Maria van Cortlandt van Rensselaer, also known as Maria van Rensselaer (July 20, 1645 – January 29, 1689,) was the Dutch administrator and treasurer of the Manor of Rensselaerswyck, now Albany, New York.

Early life
Maria van Cortlandt was born on July 20, 1645, in New Amsterdam to Anna (Annetje) (née Loockemans) van Cortlandt and Olaf Stevens (Olaff Stevensz) van Cortlandt, a successful trader for West India Company. He was also a successful landholder. Her father, the founder of the Van Cortlandt family in America, who emigrated from Holland in 1638, was the fourth wealthiest man in New Amsterdam in 1674 and was a city official under the Dutch and English regimes. As a teenager, she had responsibility for building the customer base and managing distribution for her father's brewery business.

The oldest daughter, and third of seven children, her siblings included Stephanus Van Cortlandt, the founder of Van Cortlandt Manor, and Jacobus Van Cortlandt, both of whom served as Mayor of New York City.

Marriage and children

On July 12, 1662, the nearly seventeen-year-old Maria married Jeremias van Rensselaer, who was the Patroon and Director of Rensselaerswyck. She was then known as Maria van Rensselaer or Maria van Cortland van Rensselaer. Jeremias was the first of the van Rensselaers to settle in America. Upon her marriage, Maria gave up the life of the city of New Amsterdam to live with her husband in what was then the wilderness, and would later become Albany.

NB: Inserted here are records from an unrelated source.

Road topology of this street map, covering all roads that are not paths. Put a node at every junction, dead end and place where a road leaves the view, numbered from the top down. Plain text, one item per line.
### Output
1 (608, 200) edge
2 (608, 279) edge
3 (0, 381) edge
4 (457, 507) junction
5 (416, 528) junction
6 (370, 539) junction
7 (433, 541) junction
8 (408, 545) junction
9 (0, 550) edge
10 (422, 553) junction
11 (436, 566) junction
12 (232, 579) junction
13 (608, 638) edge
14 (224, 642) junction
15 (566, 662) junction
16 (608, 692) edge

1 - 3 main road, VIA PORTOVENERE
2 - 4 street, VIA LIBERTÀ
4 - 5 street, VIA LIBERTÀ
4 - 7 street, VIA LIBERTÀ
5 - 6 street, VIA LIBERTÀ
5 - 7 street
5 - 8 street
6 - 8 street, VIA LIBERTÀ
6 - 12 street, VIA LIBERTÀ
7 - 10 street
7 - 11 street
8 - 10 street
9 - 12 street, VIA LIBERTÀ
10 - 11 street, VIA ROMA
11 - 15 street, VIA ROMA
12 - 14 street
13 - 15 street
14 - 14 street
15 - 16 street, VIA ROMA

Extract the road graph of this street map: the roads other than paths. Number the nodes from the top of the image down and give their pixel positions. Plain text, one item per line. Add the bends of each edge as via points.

Jeremias died in October 1674. At that time, van Rensselaer was pregnant and had five children,   including Kiliaen, Johannes, Anna, Hendrick, and Maria, who married Pieter Schuyler. Anna first married her cousin, Kiliaen Van Rensselaer fourth Patroon of the manor, who died in 1687. She married a second time to William Nicoll, with whom she had a child or children. 

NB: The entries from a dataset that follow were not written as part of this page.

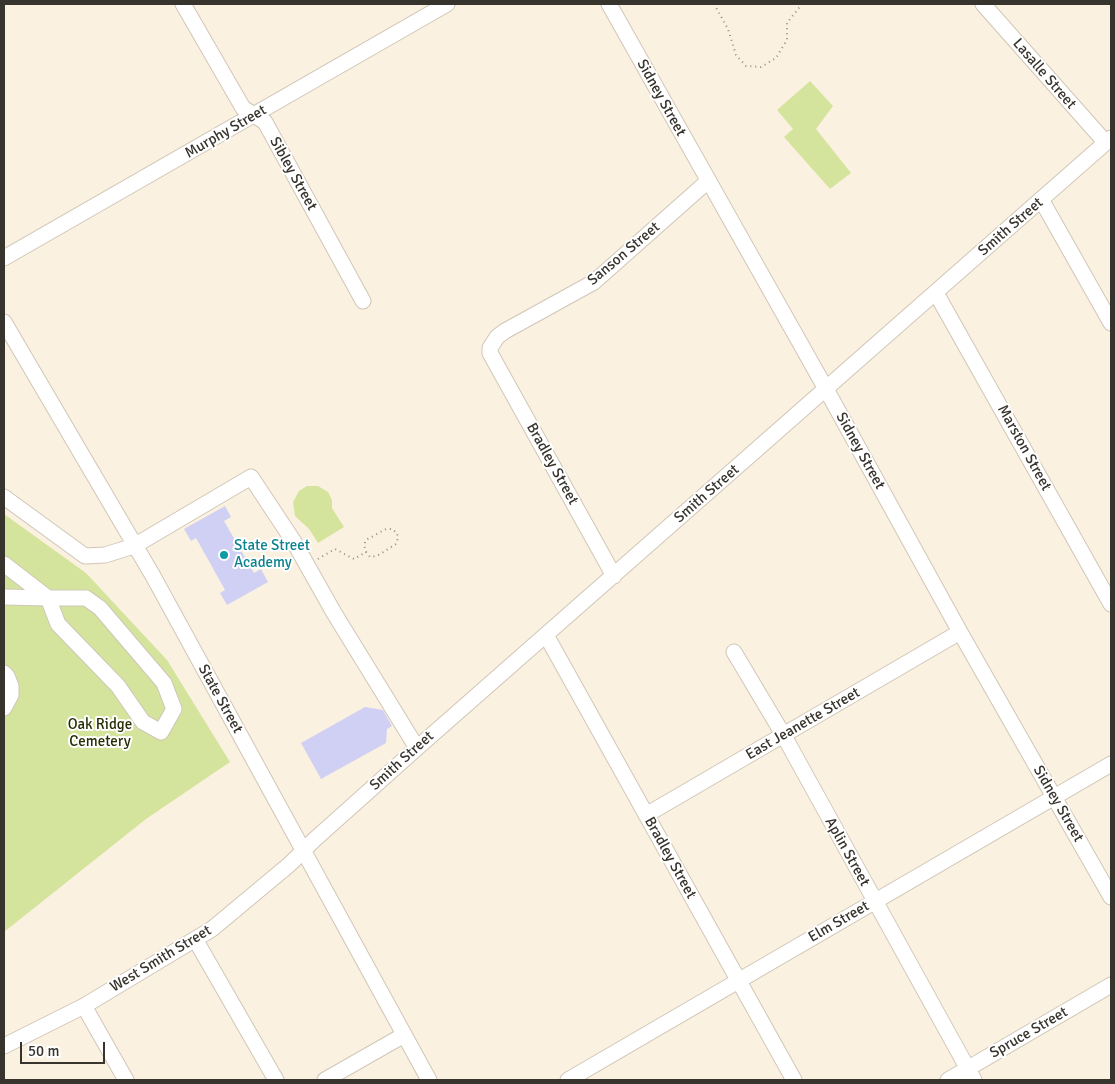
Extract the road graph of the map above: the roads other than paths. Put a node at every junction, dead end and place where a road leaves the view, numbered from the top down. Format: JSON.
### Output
{"nodes":[{"id":1,"x":183,"y":4,"type":"edge"},
{"id":2,"x":447,"y":4,"type":"edge"},
{"id":3,"x":609,"y":4,"type":"edge"},
{"id":4,"x":983,"y":4,"type":"edge"},
{"id":5,"x":254,"y":116,"type":"junction"},
{"id":6,"x":1108,"y":140,"type":"edge"},
{"id":7,"x":708,"y":181,"type":"junction"},
{"id":8,"x":1042,"y":200,"type":"junction"},
{"id":9,"x":4,"y":258,"type":"edge"},
{"id":10,"x":936,"y":293,"type":"junction"},
{"id":11,"x":363,"y":301,"type":"dead end"},
{"id":12,"x":4,"y":322,"type":"edge"},
{"id":13,"x":1111,"y":324,"type":"edge"},
{"id":14,"x":490,"y":354,"type":"joint"},
{"id":15,"x":826,"y":389,"type":"junction"},
{"id":16,"x":4,"y":497,"type":"edge"},
{"id":17,"x":134,"y":546,"type":"junction"},
{"id":18,"x":4,"y":564,"type":"edge"},
{"id":19,"x":614,"y":576,"type":"junction"},
{"id":20,"x":4,"y":597,"type":"edge"},
{"id":21,"x":48,"y":598,"type":"junction"},
{"id":22,"x":1111,"y":604,"type":"edge"},
{"id":23,"x":960,"y":632,"type":"junction"},
{"id":24,"x":546,"y":635,"type":"junction"},
{"id":25,"x":734,"y":652,"type":"dead end"},
{"id":26,"x":4,"y":673,"type":"edge"},
{"id":27,"x":4,"y":708,"type":"edge"},
{"id":28,"x":784,"y":736,"type":"junction"},
{"id":29,"x":417,"y":748,"type":"junction"},
{"id":30,"x":1111,"y":764,"type":"edge"},
{"id":31,"x":1055,"y":797,"type":"junction"},
{"id":32,"x":646,"y":815,"type":"junction"},
{"id":33,"x":303,"y":851,"type":"junction"},
{"id":34,"x":1111,"y":898,"type":"edge"},
{"id":35,"x":874,"y":901,"type":"junction"},
{"id":36,"x":195,"y":939,"type":"junction"},
{"id":37,"x":739,"y":981,"type":"junction"},
{"id":38,"x":1111,"y":986,"type":"edge"},
{"id":39,"x":84,"y":1006,"type":"junction"},
{"id":40,"x":404,"y":1036,"type":"junction"},
{"id":41,"x":4,"y":1046,"type":"edge"},
{"id":42,"x":971,"y":1074,"type":"edge"},
{"id":43,"x":126,"y":1080,"type":"edge"},
{"id":44,"x":276,"y":1080,"type":"edge"},
{"id":45,"x":325,"y":1080,"type":"edge"},
{"id":46,"x":429,"y":1080,"type":"edge"},
{"id":47,"x":568,"y":1080,"type":"edge"},
{"id":48,"x":794,"y":1080,"type":"edge"},
{"id":49,"x":948,"y":1080,"type":"edge"}],
"edges":[{"from":1,"to":5,"type":"street","name":"Sibley Street"},
{"from":2,"to":5,"type":"street","name":"Murphy Street"},
{"from":3,"to":7,"type":"street","name":"Sidney Street"},
{"from":4,"to":6,"type":"street","name":"Lasalle Street"},
{"from":5,"to":9,"type":"street","name":"Murphy Street"},
{"from":5,"to":11,"type":"street","name":"Sibley Street"},
{"from":6,"to":8,"type":"street","name":"Smith Street"},
{"from":7,"to":14,"type":"street","name":"Sanson Street"},
{"from":7,"to":15,"type":"street","name":"Sidney Street"},
{"from":8,"to":10,"type":"street","name":"Smith Street"},
{"from":8,"to":13,"type":"street"},
{"from":10,"to":15,"type":"street","name":"Smith Street"},
{"from":10,"to":22,"type":"street","name":"Marston Street"},
{"from":12,"to":17,"type":"street","name":"State Street"},
{"from":14,"to":19,"type":"street","name":"Bradley Street"},
{"from":15,"to":19,"type":"street","name":"Smith Street"},
{"from":15,"to":23,"type":"street","name":"Sidney Street"},
{"from":16,"to":17,"type":"street"},
{"from":17,"to":29,"type":"street"},
{"from":17,"to":33,"type":"street","name":"State Street"},
{"from":18,"to":21,"type":"street"},
{"from":19,"to":24,"type":"street","name":"Smith Street"},
{"from":20,"to":21,"type":"street"},
{"from":21,"to":21,"type":"street"},
{"from":23,"to":28,"type":"street","name":"East Jeanette Street"},
{"from":23,"to":31,"type":"street","name":"Sidney Street"},
{"from":24,"to":29,"type":"street","name":"Smith Street"},
{"from":24,"to":32,"type":"street","name":"Bradley Street"},
{"from":25,"to":28,"type":"street","name":"Aplin Street"},
{"from":26,"to":27,"type":"street"},
{"from":28,"to":32,"type":"street","name":"East Jeanette Street"},
{"from":28,"to":35,"type":"street","name":"Aplin Street"},
{"from":29,"to":33,"type":"street","name":"Smith Street"},
{"from":30,"to":31,"type":"street","name":"Elm Street"},
{"from":31,"to":34,"type":"street","name":"Sidney Street"},
{"from":31,"to":35,"type":"street","name":"Elm Street"},
{"from":32,"to":37,"type":"street","name":"Bradley Street"},
{"from":33,"to":36,"type":"street","name":"West Smith Street"},
{"from":33,"to":40,"type":"street","name":"State Street"},
{"from":35,"to":37,"type":"street","name":"Elm Street"},
{"from":35,"to":42,"type":"street","name":"Aplin Street"},
{"from":36,"to":39,"type":"street","name":"West Smith Street"},
{"from":36,"to":44,"type":"street"},
{"from":37,"to":47,"type":"street","name":"Elm Street"},
{"from":37,"to":48,"type":"street","name":"Bradley Street"},
{"from":38,"to":42,"type":"street","name":"Spruce Street"},
{"from":39,"to":41,"type":"street","name":"West Smith Street"},
{"from":39,"to":43,"type":"street"},
{"from":40,"to":45,"type":"street"},
{"from":40,"to":46,"type":"street","name":"State Street"},
{"from":42,"to":49,"type":"street","name":"Spruce Street"}]}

After her husband's death, van Rensselaer sent Kiliaen to New Amsterdam from 1678 to 1682, and then to Boston, for apprenticeship and training as a silversmith. In Boston, now a journeyman, he studied under Jeremiah Dummer from 1682 to 1683, with expenses paid by his uncles. Under Dummer's tutelage, he was able to make large silver pieces. 

She kept the three youngest children—Maria, Johannes, and Jeremias—with her. Henrick and Anna went to live with her parents in New Amsterdam. On April 7, 1679, she acquired a house and lot on Jonkeer Street, now called Broad Street, in Albany.

Business
Bearing in mind his wife's work experience, Jeremias established a brewery by mid-1665 on the east side of the Hudson River; their house was on the west side of the river. Van Rensselaer worked that business. When a flood washed away their house and brewery, they were rebuilt near each other just north of present-day Albany. In the summer of 1668, she wanted to engage in the fur trade, but due to the war between England and Holland and halted cross-Atlantic shipping, goods were not received in New Amsterdam to trade for furs. The van Rensselaers generated some income from their brewery, but not what they would have been possible during a healthy local economy. Years of wars between the Algonquins and the Mohawk tribes made it difficult to engage in commerce.

Manor of Rensselaerswyck

Upon the death of her husband, she became the administrator and treasurer of the Manor of Rensselaerswyck. The manor was owned by people in Holland, and Jeremias and then Maria, oversaw the property. Jeremias was paid for his role as Patroon, but Maria had to rely on whatever income she could generate from the farm. Rev. Nicholas van Rensselaer served as director until he died in 1678. Her brother Stephanus van Cortlandt was an advisor and bookkeeper. 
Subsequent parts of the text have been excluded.